At the height of her Depression-era photography, Ms. Lange used a 3-1/4 x 4-1/4 Graflex fitted with a 7-1/2" focal length anastigmat lens and magazine film holders, and a Rolleiflex that she preferred in tighter spaces. While on a photo assignment, she met and fell in love with her collaborator, writer and University of California at Berkeley economics professor Paul Schuster Taylor. Ms. Lange promptly divorced her husband and married Mr. Taylor, with whom she lived and worked for the rest of her life. She was hired by the War Relocation Authority to document the evacuation and relocation of Japanese Americans, which affected her so deeply, she relinquished her Fellowship to concentrate on this controversial practice later featured in the 1972 book, Executive Order 9066. She co-founded the photographic publication Aperture, for which she was a frequent contributor, and spent her later years teaching at the California School of Fine Arts. Seventy-year-old Dorothea Lange died of esophageal cancer in San Francisco on October 11, 1965. In 2008, then California Governor Arnold Schwarzenegger inducted Ms. Lange into the California Hall of Fame for her fine arts contributions and the increased social awareness her poignant photographs of human suffering continue to arouse.

2009 Dorothea Lange: A Life Beyond Limits by Linda Gordon (New York: W. W. Norton & Company, Inc.), p. 429.

2000 Dorothea Lange: A Photographer's Life by Milton Meltzer (Syracuse, NY: Syracuse University Press), pp. 6, 70.

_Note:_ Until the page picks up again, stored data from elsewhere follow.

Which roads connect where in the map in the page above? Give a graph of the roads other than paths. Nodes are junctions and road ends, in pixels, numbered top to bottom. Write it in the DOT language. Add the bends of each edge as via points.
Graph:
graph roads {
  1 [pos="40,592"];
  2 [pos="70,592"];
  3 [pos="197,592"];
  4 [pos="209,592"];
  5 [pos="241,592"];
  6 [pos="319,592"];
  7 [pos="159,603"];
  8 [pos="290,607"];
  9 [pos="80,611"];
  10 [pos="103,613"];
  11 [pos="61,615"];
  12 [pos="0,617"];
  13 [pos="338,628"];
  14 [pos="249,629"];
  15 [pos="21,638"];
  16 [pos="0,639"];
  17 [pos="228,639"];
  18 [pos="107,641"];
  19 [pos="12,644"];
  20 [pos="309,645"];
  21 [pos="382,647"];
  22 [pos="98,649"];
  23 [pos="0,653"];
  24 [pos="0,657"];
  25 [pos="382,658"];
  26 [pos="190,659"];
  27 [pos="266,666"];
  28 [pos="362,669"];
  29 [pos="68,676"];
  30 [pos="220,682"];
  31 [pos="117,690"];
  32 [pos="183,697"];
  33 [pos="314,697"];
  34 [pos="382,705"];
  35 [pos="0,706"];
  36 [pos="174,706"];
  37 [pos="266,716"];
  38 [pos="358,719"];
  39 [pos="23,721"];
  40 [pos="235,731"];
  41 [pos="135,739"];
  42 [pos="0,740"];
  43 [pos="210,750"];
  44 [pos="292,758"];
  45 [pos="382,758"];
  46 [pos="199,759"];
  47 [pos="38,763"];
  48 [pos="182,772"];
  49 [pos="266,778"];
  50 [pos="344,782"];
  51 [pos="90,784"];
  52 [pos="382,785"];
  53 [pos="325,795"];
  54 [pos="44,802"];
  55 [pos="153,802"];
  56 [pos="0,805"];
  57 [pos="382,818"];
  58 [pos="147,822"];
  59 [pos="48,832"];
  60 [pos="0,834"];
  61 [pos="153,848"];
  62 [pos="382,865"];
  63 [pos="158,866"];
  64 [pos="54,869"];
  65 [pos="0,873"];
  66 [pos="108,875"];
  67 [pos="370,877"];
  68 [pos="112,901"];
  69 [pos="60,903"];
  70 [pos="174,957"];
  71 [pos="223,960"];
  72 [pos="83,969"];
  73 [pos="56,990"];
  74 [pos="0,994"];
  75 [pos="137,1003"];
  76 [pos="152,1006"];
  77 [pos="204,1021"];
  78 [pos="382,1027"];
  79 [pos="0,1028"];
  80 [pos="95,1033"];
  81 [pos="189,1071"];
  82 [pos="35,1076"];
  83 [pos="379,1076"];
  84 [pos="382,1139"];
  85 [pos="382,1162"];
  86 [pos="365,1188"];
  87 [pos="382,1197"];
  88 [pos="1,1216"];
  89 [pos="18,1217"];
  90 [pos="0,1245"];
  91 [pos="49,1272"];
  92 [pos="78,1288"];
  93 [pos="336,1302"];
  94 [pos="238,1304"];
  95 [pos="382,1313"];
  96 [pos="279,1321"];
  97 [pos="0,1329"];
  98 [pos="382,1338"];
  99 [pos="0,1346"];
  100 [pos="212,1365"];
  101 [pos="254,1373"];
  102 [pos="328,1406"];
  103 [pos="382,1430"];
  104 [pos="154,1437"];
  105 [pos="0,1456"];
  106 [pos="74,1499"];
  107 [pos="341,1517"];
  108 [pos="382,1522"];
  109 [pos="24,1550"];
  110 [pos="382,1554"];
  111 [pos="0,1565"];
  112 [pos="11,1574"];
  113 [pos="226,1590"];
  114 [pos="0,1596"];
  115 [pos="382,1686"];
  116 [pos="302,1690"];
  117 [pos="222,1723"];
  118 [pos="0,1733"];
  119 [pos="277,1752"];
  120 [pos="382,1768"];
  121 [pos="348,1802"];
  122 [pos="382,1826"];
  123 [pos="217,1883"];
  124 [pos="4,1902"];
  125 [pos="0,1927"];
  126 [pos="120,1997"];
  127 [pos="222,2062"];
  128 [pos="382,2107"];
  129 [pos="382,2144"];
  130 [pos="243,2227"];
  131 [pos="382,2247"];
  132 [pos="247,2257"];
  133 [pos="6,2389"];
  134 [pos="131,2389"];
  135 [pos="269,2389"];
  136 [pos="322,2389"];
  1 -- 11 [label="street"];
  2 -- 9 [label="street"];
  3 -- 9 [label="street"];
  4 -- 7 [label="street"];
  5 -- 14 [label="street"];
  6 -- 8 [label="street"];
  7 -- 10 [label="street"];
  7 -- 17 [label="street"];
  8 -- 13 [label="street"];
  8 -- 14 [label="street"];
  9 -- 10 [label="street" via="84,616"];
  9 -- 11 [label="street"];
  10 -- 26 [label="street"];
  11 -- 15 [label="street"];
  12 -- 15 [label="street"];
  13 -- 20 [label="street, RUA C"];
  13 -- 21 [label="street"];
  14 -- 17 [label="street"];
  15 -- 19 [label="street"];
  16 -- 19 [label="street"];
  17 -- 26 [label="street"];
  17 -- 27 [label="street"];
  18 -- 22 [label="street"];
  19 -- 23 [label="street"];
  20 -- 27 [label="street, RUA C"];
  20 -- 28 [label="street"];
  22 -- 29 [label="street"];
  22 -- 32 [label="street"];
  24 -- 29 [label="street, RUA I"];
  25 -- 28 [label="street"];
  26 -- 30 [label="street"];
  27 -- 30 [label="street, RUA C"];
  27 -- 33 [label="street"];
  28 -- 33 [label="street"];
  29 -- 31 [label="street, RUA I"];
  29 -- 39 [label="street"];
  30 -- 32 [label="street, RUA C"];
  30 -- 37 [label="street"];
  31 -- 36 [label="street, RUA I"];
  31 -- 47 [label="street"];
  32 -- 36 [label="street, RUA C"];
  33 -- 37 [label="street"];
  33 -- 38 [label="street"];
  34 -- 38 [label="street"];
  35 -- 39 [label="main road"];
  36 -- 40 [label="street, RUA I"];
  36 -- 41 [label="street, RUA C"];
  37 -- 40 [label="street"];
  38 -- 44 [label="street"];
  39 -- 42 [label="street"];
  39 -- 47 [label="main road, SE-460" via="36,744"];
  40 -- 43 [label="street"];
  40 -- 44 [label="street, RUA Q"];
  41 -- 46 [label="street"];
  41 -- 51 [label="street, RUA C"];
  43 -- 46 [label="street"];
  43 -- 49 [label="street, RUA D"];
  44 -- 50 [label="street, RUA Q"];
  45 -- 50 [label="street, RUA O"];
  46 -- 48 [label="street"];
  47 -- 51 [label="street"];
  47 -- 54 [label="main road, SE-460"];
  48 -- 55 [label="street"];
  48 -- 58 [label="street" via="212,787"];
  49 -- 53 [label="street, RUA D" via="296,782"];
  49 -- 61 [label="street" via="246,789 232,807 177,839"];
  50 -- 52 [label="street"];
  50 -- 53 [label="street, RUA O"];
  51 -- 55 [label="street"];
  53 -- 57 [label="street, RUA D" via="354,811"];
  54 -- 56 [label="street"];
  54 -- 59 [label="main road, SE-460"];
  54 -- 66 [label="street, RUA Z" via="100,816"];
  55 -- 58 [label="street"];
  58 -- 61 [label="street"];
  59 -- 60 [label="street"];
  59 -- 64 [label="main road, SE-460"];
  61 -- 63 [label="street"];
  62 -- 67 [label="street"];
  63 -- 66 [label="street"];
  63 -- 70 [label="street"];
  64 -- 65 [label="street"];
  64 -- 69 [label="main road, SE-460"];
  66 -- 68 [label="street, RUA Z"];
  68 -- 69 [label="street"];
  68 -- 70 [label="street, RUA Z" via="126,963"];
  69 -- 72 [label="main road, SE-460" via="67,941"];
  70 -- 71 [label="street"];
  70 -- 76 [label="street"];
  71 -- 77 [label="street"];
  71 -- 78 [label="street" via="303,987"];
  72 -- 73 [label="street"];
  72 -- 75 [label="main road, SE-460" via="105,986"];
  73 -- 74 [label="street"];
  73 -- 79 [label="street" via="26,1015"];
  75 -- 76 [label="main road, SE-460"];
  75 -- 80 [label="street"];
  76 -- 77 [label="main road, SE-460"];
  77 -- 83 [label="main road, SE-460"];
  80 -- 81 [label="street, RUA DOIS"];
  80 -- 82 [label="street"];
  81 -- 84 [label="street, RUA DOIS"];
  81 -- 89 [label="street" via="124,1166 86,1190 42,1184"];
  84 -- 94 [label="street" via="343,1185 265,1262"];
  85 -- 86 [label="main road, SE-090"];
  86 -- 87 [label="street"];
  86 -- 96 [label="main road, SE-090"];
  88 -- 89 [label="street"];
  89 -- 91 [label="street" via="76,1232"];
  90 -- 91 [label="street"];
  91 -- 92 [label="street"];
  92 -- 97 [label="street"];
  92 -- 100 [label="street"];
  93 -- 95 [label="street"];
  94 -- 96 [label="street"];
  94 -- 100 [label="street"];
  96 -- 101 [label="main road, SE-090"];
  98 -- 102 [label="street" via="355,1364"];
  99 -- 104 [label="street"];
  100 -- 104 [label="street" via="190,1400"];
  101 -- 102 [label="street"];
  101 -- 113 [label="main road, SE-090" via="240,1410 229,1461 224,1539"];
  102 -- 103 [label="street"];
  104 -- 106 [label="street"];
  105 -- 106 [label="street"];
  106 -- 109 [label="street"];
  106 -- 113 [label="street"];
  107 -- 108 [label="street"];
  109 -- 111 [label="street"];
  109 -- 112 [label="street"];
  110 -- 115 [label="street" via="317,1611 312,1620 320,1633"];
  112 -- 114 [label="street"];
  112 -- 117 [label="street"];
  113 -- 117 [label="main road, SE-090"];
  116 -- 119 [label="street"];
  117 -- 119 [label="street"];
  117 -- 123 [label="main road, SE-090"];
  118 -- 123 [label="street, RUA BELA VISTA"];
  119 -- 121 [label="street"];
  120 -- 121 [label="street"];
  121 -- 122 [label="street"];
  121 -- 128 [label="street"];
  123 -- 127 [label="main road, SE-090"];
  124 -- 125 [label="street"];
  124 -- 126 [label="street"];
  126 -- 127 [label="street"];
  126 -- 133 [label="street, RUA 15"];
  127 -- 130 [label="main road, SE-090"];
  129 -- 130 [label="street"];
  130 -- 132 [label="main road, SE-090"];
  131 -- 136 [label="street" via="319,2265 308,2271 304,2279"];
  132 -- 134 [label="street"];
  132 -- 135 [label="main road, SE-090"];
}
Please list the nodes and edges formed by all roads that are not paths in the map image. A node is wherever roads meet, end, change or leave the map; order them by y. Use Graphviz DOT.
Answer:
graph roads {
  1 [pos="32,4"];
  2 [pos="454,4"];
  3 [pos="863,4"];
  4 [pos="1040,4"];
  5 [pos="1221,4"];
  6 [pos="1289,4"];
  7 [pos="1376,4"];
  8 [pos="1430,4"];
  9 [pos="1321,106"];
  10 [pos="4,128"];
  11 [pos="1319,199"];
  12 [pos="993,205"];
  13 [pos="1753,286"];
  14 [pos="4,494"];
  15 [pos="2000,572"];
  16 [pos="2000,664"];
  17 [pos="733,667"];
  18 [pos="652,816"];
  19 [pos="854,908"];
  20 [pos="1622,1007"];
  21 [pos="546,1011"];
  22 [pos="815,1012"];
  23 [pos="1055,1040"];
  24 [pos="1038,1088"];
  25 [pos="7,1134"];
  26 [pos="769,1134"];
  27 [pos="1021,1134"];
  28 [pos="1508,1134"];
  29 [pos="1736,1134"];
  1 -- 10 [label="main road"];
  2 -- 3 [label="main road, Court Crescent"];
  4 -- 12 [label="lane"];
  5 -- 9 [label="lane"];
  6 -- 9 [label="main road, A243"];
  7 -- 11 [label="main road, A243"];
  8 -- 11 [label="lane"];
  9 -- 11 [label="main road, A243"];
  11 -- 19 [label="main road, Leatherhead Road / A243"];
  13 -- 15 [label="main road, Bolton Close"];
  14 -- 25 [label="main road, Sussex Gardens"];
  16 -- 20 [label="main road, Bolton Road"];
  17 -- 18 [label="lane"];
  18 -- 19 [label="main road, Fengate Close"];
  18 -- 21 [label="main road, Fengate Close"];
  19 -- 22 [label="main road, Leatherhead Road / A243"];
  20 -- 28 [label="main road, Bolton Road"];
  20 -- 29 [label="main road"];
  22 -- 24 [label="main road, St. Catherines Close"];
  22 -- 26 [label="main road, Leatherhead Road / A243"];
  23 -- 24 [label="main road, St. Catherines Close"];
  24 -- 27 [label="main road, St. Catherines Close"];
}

2013 The Elements of Photography: Understanding and Creating Sophisticated Images by Angela Faris Belt (Burlington, MA: Focal Press), p. 212.

2000 Encyclopedia of Women's History in America, 2nd ed. (New York: Facts On File, Inc.), p. 139.

2013 The Historian's Lens (URL:

2004 The Thirties by Mary Ellen Sterling (Westminster, CA: Teacher Created Resources, Inc.), p. 36.